Organizations are racing to understand customers for a variety of reasons, but the most prevalent is that their markets are increasingly saturated, and they need to protect their base. Concurrently, there is a big push to go “steal” customers from their competitors, but let’s not focus on that for the moment…let’s talk about understanding customers.
As an organization that provides both services and products, a typical telecom operator has really keyed in on “understanding their customers” and “customer experience management” as buzz words and phrases that have led to initiatives that include developing 360 degree views of those customers. This has created focus on things like demographics, segmentation, billing history, purchase history, contact history, service usage analysis, etc. These are certainly important factors, and they do help paint a picture of that customer to the operator.
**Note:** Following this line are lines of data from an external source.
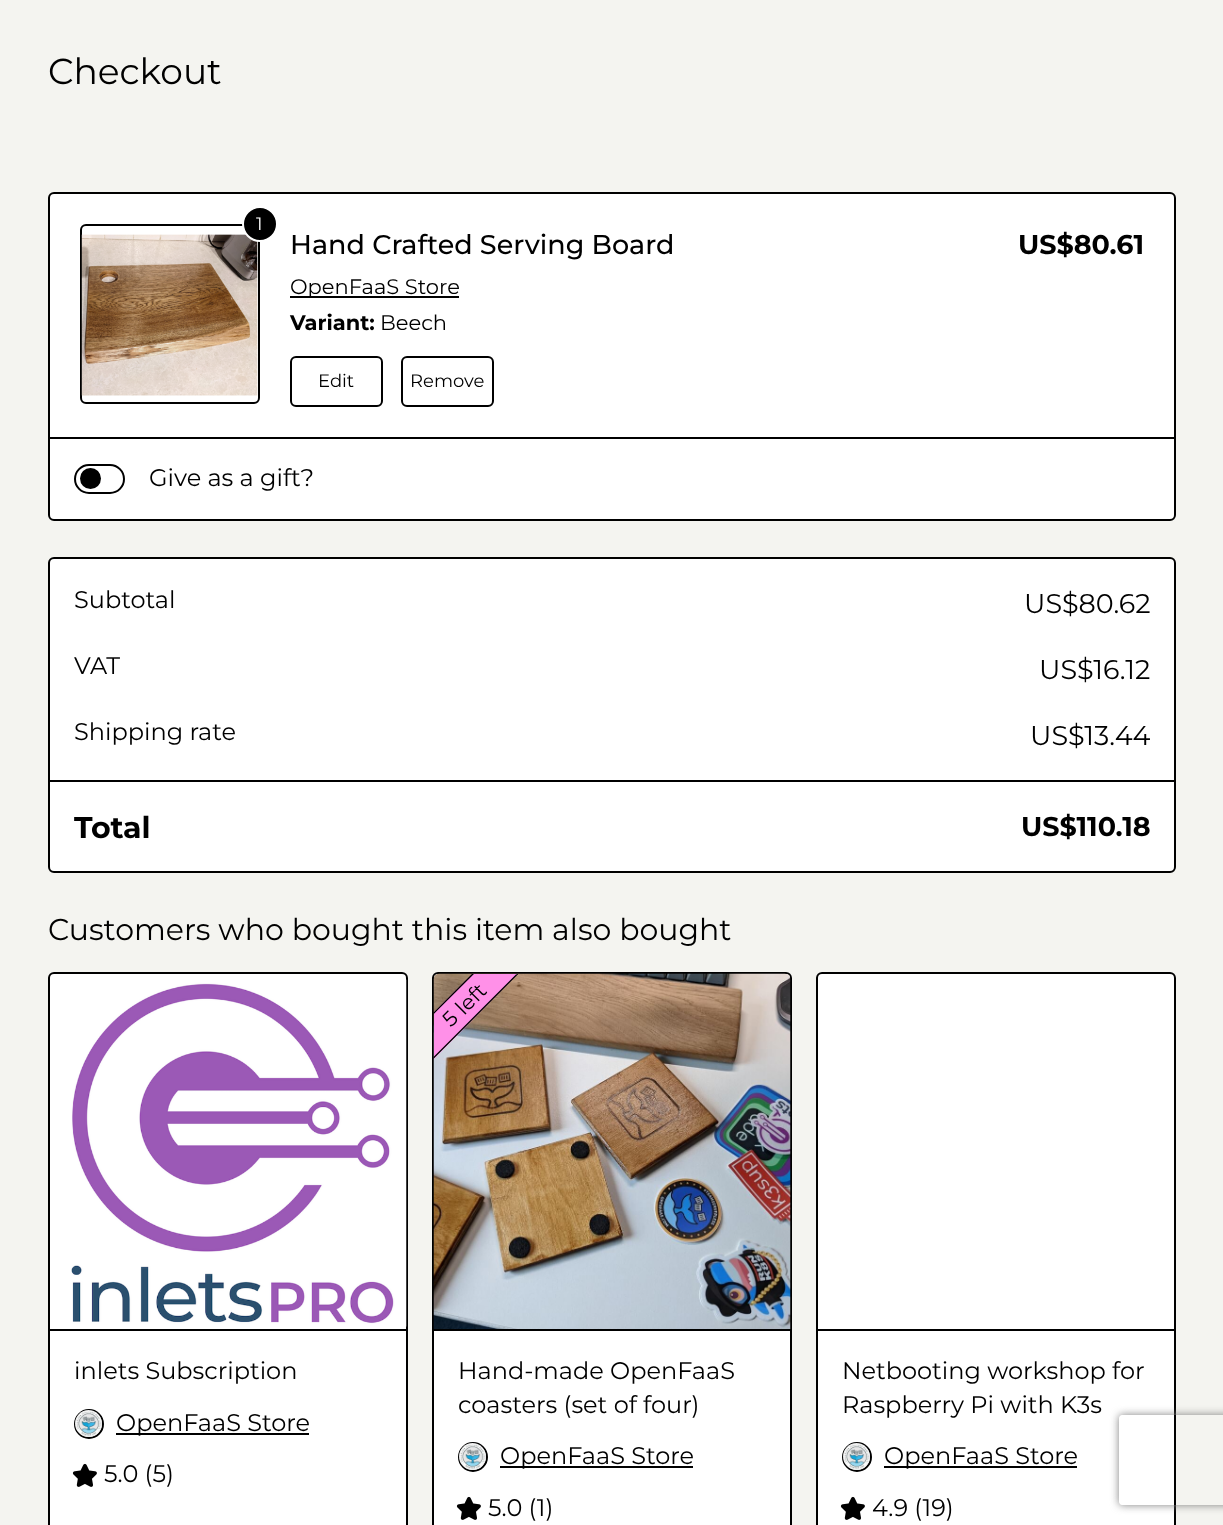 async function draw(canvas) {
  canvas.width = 1223;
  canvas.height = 1525;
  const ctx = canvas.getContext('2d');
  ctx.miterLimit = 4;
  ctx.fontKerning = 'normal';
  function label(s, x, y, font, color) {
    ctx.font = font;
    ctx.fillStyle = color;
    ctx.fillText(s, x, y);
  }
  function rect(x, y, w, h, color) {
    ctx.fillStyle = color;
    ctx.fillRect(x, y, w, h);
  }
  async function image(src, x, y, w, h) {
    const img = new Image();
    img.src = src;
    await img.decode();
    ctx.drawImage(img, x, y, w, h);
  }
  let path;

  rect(0, 0, 1223, 1525, '#f4f4f0');
  label('Checkout', 48, 84, '36px Montserrat', '#000');
  ctx.fillStyle = '#fff';
  ctx.beginPath();
  ctx.roundRect(49, 193, 1126, 327, 5);
  ctx.fill();
  ctx.strokeStyle = '#000';
  ctx.lineWidth = 2;
  ctx.stroke();
  ctx.beginPath();
  ctx.roundRect(81, 225, 178, 178, 5);
  ctx.stroke();
  await image('assets/img1.png', 81, 234, 177, 162);
  ctx.fillStyle = '#000';
  ctx.beginPath();
  ctx.arc(260, 224, 17, 0, 2 * Math.PI);
  ctx.fill();
  ctx.strokeStyle = '#fff';
  ctx.stroke();
  label('1', 256, 230, '18px Montserrat', '#fff');
  label('Hand Crafted Serving Board', 290, 254, '500 27px Montserrat', '#000');
  rect(290, 296, 169, 2, '#000');
  label('OpenFaaS Store', 290, 294, '21px Montserrat', '#000');
  label('Variant:', 290, 330, 'bold 21px Montserrat', '#000');
  label('Beech', 380, 330, '21px Montserrat', '#000');
  ctx.beginPath();
  ctx.roundRect(291, 357, 91, 49, 5);
  ctx.strokeStyle = '#000';
  ctx.stroke();
  label('Edit', 318, 387, '18px Montserrat', '#000');
  ctx.beginPath();
  ctx.roundRect(402, 357, 91, 49, 5);
  ctx.stroke();
  label('Remove', 410, 387, '18px Montserrat', '#000');
  label('US$80.61', 1018, 254, 'bold 27px Montserrat', '#000');
  rect(50, 437, 1125, 2, '#000');
  ctx.beginPath();
  ctx.roundRect(75, 465, 49, 28, 14);
  ctx.stroke();
  ctx.beginPath();
  ctx.arc(90.5, 478.5, 10.5, 0, 2 * Math.PI);
  ctx.fill();
  label('Give as a gift?', 149, 486, '24px Montserrat', '#000');
  ctx.fillStyle = '#fff';
  ctx.beginPath();
  ctx.roundRect(49, 558, 1126, 314, 5);
  ctx.fill();
  ctx.stroke();
  label('Subtotal', 74, 608, '24px Montserrat', '#000');
  label('US$80.62', 1024, 613, '27px Montserrat', '#000');
  label('VAT', 74, 674, '24px Montserrat', '#000');
  label('US$16.12', 1039, 679, '27px Montserrat', '#000');
  label('Shipping rate', 74, 740, '24px Montserrat', '#000');
  label('US$13.44', 1030, 745, '27px Montserrat', '#000');
  rect(50, 780, 1125, 2, '#000');
  label('Total', 74, 838, 'bold 30px Montserrat', '#000');
  label('US$110.18', 1021, 836, 'bold 27px Montserrat', '#000');
  label('Customers who bought this item also bought', 48, 940, '30px Montserrat', '#000');
  ctx.fillStyle = '#fff';
  path = new Path2D('M54 972H402C405.5 972 408 974.5 408 978V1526H48V978C48 974.5 50.5 972 54 972Z');
  ctx.fill(path);
  ctx.beginPath();
  ctx.roundRect(49, 973, 358, 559, 5);
  ctx.stroke();
  rect(50, 1329, 357, 2, '#000');
  await image('assets/img2.png', 71, 979, 336, 348);
  label('inlets Subscription', 74, 1379, '24px Montserrat', '#000');
  ctx.beginPath();
  ctx.arc(89, 1424, 14, 0, 2 * Math.PI);
  ctx.stroke();
  await image('assets/img3.png', 75, 1410, 27, 27);
  rect(116, 1433, 193, 2, '#000');
  label('OpenFaaS Store', 116, 1431, '24px Montserrat', '#000');
  await image('assets/img4.png', 72, 1463, 25, 24);
  label('5.0 (5)', 104, 1482, '24px Montserrat', '#000');
  ctx.fillStyle = '#fff';
  path = new Path2D('M438 972H786C789.5 972 792 974.5 792 978V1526H432V978C432 974.5 434.5 972 438 972Z');
  ctx.fill(path);
  ctx.beginPath();
  ctx.roundRect(433, 973, 358, 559, 5);
  ctx.stroke();
  rect(434, 1329, 357, 2, '#000');
  await image('assets/img5.png', 433, 973, 358, 356);
  ctx.fillStyle = '#ff90e8';
  path = new Path2D('M434 1059V1012L472 974H518Z');
  ctx.fill(path);
  ctx.save();
  path = new Path2D('M433.5 1012.5L471.5 974H518.5L433.5 1059Z');
  ctx.clip(path);
  path = new Path2D('M411 1035.5L495 952L517.5 974L433.5 1058Z');
  ctx.lineWidth = 1.5;
  ctx.stroke(path);
  ctx.restore();
  ctx.font = '21px Montserrat';
  ctx.fillStyle = '#000';
  ctx.save();
  ctx.translate(464, 1016);
  ctx.rotate(-45 * Math.PI / 180);
  ctx.fillText('left', 0, 0);
  ctx.restore();
  ctx.save();
  ctx.translate(451, 1028);
  ctx.rotate(-45 * Math.PI / 180);
  ctx.fillText('5', 0, 0);
  ctx.restore();
  label('Hand-made OpenFaaS', 458, 1379, '24px Montserrat', '#000');
  label('coasters (set of four)', 458, 1413, '24px Montserrat', '#000');
  ctx.beginPath();
  ctx.arc(473, 1457, 14, 0, 2 * Math.PI);
  ctx.stroke();
  await image('assets/img6.png', 459, 1443, 27, 27);
  rect(500, 1466, 193, 2, '#000');
  label('OpenFaaS Store', 500, 1464, '24px Montserrat', '#000');
  await image('assets/img4.png', 456, 1496, 25, 24);
  label('5.0 (1)', 488, 1516, '24px Montserrat', '#000');
  ctx.fillStyle = '#fff';
  path = new Path2D('M822 972H1170C1173.5 972 1176 974.5 1176 978V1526H816V978C816 974.5 818.5 972 822 972Z');
  ctx.fill(path);
  ctx.beginPath();
  ctx.roundRect(817, 973, 358, 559, 5);
  ctx.stroke();
  rect(818, 1329, 357, 2, '#000');
  label('Netbooting workshop for', 842, 1379, '24px Montserrat', '#000');
  label('Raspberry Pi with K3s', 842, 1413, '24px Montserrat', '#000');
  ctx.beginPath();
  ctx.arc(857, 1457, 14, 0, 2 * Math.PI);
  ctx.stroke();
  await image('assets/img7.png', 843, 1443, 27, 27);
  rect(884, 1466, 193, 2, '#000');
  label('OpenFaaS Store', 884, 1464, '24px Montserrat', '#000');
  await image('assets/img4.png', 840, 1496, 25, 24);
  label('4.9 (19)', 872, 1516, '24px Montserrat', '#000');
  ctx.save();
  path = new Path2D('M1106 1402H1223V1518H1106ZM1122 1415H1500C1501.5 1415 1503 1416.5 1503 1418V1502C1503 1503.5 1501.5 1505 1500 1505H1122C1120.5 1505 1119 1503.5 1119 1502V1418C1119 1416.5 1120.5 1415 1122 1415Z');
  ctx.clip(path, 'evenodd');
  ctx.fillStyle = '#808080';
  ctx.filter = 'blur(4px)';
  ctx.beginPath();
  ctx.roundRect(1119, 1415, 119, 90, 3);
  ctx.fill();
  ctx.filter = 'none';
  ctx.restore();
}

draw(document.querySelector('canvas'));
But the perspective is often skewed, in that the operator is looking at the customer from the operator’s point of view. Instead, to better understand the customer and their experience, the operator needs to adapt their approach to the customer’s point of view.
While this customer point of view strikes many as common sense, it still remains an elusive paradigm. Quite simply put, the operator needs to understand how the customer perceives the operator has treated them. How has the network quality been for that customer? How many unfavorable events has that customer had to experience (dropped calls, failed downloads, etc.)? On top of the number of times the customer has contacted, how many times did they contact before an issue was resolved (not to mention hold times in the queue with each episode)? These and other factors contribute to truly understanding how the operator has treated the customer, which then helps better explain why a customer may be considered a promoter or detractor.
Why is understanding customers a two-way street? It is because two components make up that understanding: The behavior of the customer, and the behavior of the service provider. Two points of view that often result in entirely different outcomes than predicted by looking through a single lens.